I have written a program that produces a Lagrangian. Additionally, I need damping for the spring I am simulating in the Lagrangian. Here is the code:
import sympy as sp
from IPython.display import display
R = sp.symbols('R')
omega = sp.symbols('omega')
t = sp.symbols('t')
phi = sp.Function('phi')(t)
theta = sp.Function('theta')(t)
s = sp.Function('s')(t)
L = sp.symbols('L')
m = sp.symbols('m')
k = sp.symbols('k')
g = sp.symbols('g')
x = R*sp.cos(omega*t)+(L+s)*(sp.sin(theta)*sp.cos(phi))

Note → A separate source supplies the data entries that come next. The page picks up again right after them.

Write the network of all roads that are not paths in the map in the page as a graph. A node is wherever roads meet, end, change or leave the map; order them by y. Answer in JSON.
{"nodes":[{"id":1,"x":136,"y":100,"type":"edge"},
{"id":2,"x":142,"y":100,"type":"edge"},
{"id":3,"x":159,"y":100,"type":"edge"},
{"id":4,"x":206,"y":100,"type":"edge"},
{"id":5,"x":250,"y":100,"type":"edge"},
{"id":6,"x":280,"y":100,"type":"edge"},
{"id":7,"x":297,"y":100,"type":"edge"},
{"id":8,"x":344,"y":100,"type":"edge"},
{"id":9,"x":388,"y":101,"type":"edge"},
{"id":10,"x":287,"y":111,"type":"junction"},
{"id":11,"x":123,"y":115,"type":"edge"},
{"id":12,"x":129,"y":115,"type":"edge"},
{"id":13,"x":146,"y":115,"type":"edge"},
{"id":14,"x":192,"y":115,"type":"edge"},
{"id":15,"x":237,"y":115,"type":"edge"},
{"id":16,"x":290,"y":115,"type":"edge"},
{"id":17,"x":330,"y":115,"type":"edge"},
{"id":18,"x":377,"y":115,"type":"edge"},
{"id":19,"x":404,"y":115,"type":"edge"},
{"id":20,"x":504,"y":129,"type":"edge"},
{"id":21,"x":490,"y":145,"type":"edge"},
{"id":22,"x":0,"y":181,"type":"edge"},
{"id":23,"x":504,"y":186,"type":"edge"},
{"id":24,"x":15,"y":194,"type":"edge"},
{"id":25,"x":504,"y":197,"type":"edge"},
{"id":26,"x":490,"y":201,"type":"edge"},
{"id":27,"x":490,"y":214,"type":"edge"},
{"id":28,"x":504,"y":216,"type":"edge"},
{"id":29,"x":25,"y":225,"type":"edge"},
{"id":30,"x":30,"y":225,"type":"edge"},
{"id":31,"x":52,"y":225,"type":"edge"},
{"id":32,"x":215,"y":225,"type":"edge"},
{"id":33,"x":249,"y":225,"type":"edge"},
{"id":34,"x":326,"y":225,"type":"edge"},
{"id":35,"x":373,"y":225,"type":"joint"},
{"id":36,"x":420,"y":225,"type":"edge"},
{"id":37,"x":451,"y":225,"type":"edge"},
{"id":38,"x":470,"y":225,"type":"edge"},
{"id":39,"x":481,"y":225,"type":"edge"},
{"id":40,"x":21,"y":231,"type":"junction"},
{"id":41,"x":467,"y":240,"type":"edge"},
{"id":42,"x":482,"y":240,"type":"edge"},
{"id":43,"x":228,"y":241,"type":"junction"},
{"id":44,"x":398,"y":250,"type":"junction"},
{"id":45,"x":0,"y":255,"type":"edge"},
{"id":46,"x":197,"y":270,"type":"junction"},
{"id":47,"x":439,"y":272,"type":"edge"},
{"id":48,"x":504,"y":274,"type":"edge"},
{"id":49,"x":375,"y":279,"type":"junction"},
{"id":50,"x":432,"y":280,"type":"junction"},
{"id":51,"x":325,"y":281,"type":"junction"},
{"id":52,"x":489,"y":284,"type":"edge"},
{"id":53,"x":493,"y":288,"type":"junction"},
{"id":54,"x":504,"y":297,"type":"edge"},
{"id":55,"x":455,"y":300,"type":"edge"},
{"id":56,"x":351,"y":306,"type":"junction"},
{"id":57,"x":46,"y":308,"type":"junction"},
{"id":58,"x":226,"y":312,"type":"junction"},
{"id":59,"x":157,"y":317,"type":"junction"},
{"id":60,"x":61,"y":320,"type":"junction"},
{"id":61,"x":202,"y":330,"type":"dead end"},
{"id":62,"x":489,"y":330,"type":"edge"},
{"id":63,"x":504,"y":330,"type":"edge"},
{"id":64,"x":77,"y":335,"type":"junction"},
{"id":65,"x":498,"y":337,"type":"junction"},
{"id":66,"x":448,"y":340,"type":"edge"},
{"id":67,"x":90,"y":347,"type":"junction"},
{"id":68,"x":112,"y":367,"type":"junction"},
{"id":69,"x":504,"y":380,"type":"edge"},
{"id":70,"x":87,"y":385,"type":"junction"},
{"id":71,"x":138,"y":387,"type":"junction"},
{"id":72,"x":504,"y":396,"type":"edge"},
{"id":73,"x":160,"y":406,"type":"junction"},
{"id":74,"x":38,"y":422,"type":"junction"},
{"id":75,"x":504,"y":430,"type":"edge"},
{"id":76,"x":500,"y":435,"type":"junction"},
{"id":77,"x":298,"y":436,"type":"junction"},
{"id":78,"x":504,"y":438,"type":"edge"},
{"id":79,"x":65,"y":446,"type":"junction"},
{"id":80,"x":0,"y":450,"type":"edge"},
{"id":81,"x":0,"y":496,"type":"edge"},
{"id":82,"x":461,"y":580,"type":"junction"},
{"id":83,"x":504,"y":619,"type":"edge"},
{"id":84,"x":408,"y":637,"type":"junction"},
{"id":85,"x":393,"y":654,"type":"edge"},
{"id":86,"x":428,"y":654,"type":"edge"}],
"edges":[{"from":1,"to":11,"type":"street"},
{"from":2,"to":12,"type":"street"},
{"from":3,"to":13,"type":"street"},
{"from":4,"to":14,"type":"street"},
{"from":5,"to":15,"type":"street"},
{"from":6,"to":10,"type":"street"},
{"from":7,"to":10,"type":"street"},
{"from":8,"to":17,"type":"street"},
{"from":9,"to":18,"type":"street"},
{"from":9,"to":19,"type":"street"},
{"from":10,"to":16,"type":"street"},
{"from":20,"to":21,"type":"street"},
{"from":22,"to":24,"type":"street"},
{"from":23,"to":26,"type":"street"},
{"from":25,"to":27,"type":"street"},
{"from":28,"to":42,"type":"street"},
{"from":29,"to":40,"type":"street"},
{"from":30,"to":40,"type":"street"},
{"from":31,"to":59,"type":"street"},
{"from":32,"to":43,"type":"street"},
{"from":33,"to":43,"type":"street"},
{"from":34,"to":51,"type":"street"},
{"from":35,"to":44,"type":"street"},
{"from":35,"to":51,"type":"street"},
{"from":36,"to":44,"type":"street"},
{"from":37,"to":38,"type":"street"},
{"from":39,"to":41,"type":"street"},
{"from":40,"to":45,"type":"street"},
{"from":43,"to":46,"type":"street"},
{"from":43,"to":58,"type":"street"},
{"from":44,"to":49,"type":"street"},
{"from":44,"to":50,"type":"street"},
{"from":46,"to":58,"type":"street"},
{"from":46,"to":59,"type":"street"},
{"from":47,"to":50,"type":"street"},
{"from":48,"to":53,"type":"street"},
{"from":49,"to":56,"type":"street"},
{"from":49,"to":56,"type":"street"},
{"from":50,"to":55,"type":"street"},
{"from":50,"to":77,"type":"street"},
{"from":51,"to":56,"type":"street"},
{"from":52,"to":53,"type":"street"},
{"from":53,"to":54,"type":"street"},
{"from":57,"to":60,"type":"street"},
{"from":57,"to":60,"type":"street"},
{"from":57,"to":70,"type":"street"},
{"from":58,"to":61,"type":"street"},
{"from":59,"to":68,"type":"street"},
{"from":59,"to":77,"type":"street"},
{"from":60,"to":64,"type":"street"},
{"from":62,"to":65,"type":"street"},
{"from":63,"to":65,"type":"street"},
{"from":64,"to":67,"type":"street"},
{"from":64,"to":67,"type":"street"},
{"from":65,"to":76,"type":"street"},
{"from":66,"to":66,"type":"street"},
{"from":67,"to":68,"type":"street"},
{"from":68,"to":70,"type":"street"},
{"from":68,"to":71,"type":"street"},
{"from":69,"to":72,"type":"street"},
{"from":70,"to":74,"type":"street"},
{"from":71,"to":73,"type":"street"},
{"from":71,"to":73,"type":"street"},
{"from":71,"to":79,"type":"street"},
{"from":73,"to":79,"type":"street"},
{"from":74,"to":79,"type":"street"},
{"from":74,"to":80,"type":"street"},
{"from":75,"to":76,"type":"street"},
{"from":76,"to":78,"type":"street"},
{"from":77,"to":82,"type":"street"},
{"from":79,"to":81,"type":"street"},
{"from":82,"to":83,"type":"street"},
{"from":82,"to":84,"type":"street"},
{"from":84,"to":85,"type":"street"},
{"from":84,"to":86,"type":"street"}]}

y = R*sp.sin(omega*t)+(L+s)*(sp.sin(theta)*sp.sin(phi))
z = -(L+s)*sp.cos(theta)
xs = sp.diff(x,t)
ys = sp.diff(y,t)
zs = sp.diff(z,t)
v = xs + ys + zs
vq =v**2
Ekin = 0.5*m*vq
Epot = g*(L+s)*sp.cos(theta)+0.5*k*s**2
#display(vq)
#display(xs)
L = Ekin + Epot
#display(L)
ELTheta = sp.solve(sp.diff(sp.diff(L,sp.Derivative(theta,t)), t) + sp.diff(L,theta),theta)
ELPhi = sp.solve(sp.diff(sp.diff(L,sp.Derivative(phi,t)), t) + sp.diff(L,phi),phi)

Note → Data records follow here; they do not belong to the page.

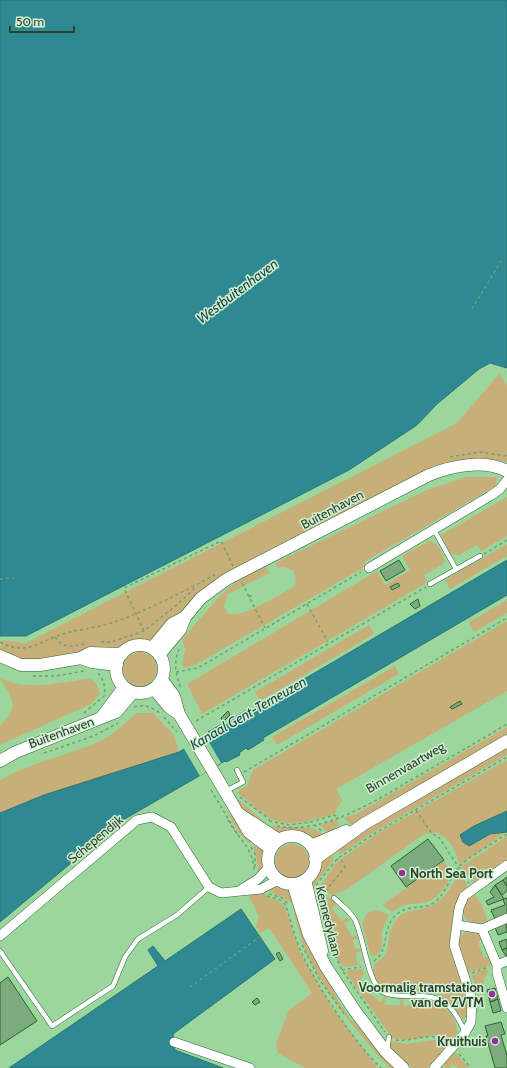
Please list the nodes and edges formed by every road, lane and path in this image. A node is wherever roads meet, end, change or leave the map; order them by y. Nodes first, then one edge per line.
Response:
1 (501, 261) dead end
2 (472, 309) dead end
3 (507, 471) edge
4 (507, 480) edge
5 (433, 528) junction
6 (507, 540) edge
7 (480, 556) joint
8 (232, 568) junction
9 (369, 568) joint
10 (456, 569) junction
11 (220, 572) dead end
12 (14, 578) dead end
13 (0, 579) edge
14 (430, 584) joint
15 (195, 586) junction
16 (254, 594) dead end
17 (249, 597) junction
18 (307, 604) junction
19 (136, 613) junction
20 (507, 618) edge
21 (265, 628) junction
22 (144, 631) junction
23 (55, 637) junction
24 (0, 642) edge
25 (97, 642) dead end
26 (88, 643) dead end
27 (329, 643) junction
28 (156, 652) junction
29 (0, 656) edge
30 (119, 659) junction
31 (96, 672) dead end
32 (176, 672) dead end
33 (158, 685) junction
34 (128, 690) junction
35 (118, 710) junction
36 (192, 723) dead end
37 (507, 724) edge
38 (179, 735) dead end
39 (507, 741) edge
40 (38, 754) dead end
41 (507, 757) edge
42 (0, 761) edge
43 (238, 772) joint
44 (223, 792) junction
45 (416, 810) junction
46 (339, 818) junction
47 (270, 820) junction
48 (364, 824) junction
49 (262, 831) junction
50 (507, 834) edge
51 (279, 840) junction
52 (310, 846) junction
53 (248, 848) junction
54 (271, 849) junction
55 (315, 859) junction
56 (337, 859) junction
57 (507, 865) edge
58 (269, 867) junction
59 (459, 867) junction
60 (256, 880) junction
61 (305, 880) junction
62 (287, 883) junction
63 (469, 883) dead end
64 (209, 887) junction
65 (261, 889) junction
66 (314, 890) dead end
67 (239, 891) junction
68 (334, 898) dead end
69 (321, 905) dead end
70 (507, 918) edge
71 (457, 925) junction
72 (482, 929) junction
73 (0, 936) edge
74 (261, 936) dead end
75 (0, 950) edge
76 (507, 961) edge
77 (368, 964) junction
78 (326, 968) junction
79 (497, 969) junction
80 (507, 972) edge
81 (464, 975) junction
82 (190, 987) dead end
83 (507, 1008) edge
84 (465, 1033) junction
85 (389, 1037) junction
86 (174, 1042) dead end
87 (453, 1048) junction
88 (386, 1052) junction
89 (250, 1068) edge
90 (381, 1068) edge
91 (403, 1068) edge
92 (434, 1068) edge
93 (471, 1068) edge

1 - 2 path
3 - 8 main road, Buitenhaven
4 - 5 street
5 - 9 street
5 - 10 lane
6 - 7 path
7 - 10 lane
8 - 17 path
8 - 19 path
8 - 28 main road, Buitenhaven
9 - 18 path
10 - 14 lane
11 - 15 path
12 - 13 path
14 - 27 path
15 - 19 path
15 - 22 path
16 - 17 path
17 - 21 path
18 - 21 path
18 - 27 path
19 - 22 path
19 - 23 path
20 - 43 path
21 - 32 path
22 - 25 path
23 - 24 path
23 - 26 path
27 - 36 path
28 - 30 main road
28 - 33 main road
29 - 30 main road
30 - 34 main road
31 - 35 path
33 - 34 main road
33 - 44 main road
34 - 35 main road, Buitenhaven
35 - 38 path, Buitenhaven
35 - 40 path, Buitenhaven
35 - 42 main road, Buitenhaven
37 - 46 path, Binnenvaartweg
39 - 48 main road
41 - 45 path
43 - 44 lane
44 - 47 path
44 - 49 main road
44 - 53 path
45 - 56 path
45 - 59 path
46 - 47 path
46 - 49 path, Binnenvaartweg
47 - 49 path
48 - 52 main road
48 - 55 main road
49 - 51 main road
49 - 53 path
49 - 54 main road
50 - 59 path
51 - 52 main road
51 - 54 main road
52 - 55 main road
53 - 60 path
54 - 58 main road
55 - 61 main road
56 - 66 path
56 - 69 path
57 - 71 street
58 - 60 street
58 - 62 main road
59 - 63 path
59 - 77 path
60 - 67 street
61 - 62 main road
61 - 78 main road, Kennedylaan
62 - 65 street
62 - 78 main road, Kennedylaan
64 - 67 street
64 - 73 street, Schependijk
64 - 75 lane
65 - 67 street
65 - 90 path
68 - 77 lane
70 - 72 street
71 - 72 street
71 - 81 street
72 - 79 street
74 - 82 path
76 - 79 street
77 - 84 lane
77 - 85 path, Kennedylaan
78 - 88 main road, Kennedylaan
79 - 80 street
79 - 81 path
79 - 83 street
81 - 84 street
84 - 87 street
85 - 87 path
85 - 88 lane
86 - 89 street
87 - 92 street
87 - 93 path
88 - 91 main road, Kennedylaan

ELs = sp.solve(sp.diff(sp.diff(L,sp.Derivative(s,t)), t) + sp.diff(L,s),s)
#display(ELTheta)
#display(ELPhi)
#display(ELs)
The Lagrangian is supposed to describe a pendulum hanging from a spinning disk, that is suspended with a spring.
My idea is that the numerical solution and its visualisation don't look like they are supposed to, because the spring isn't damped. The deflection adds up and the result is not plausible.
I don't know how to add damping on to the spring, maybe you can help.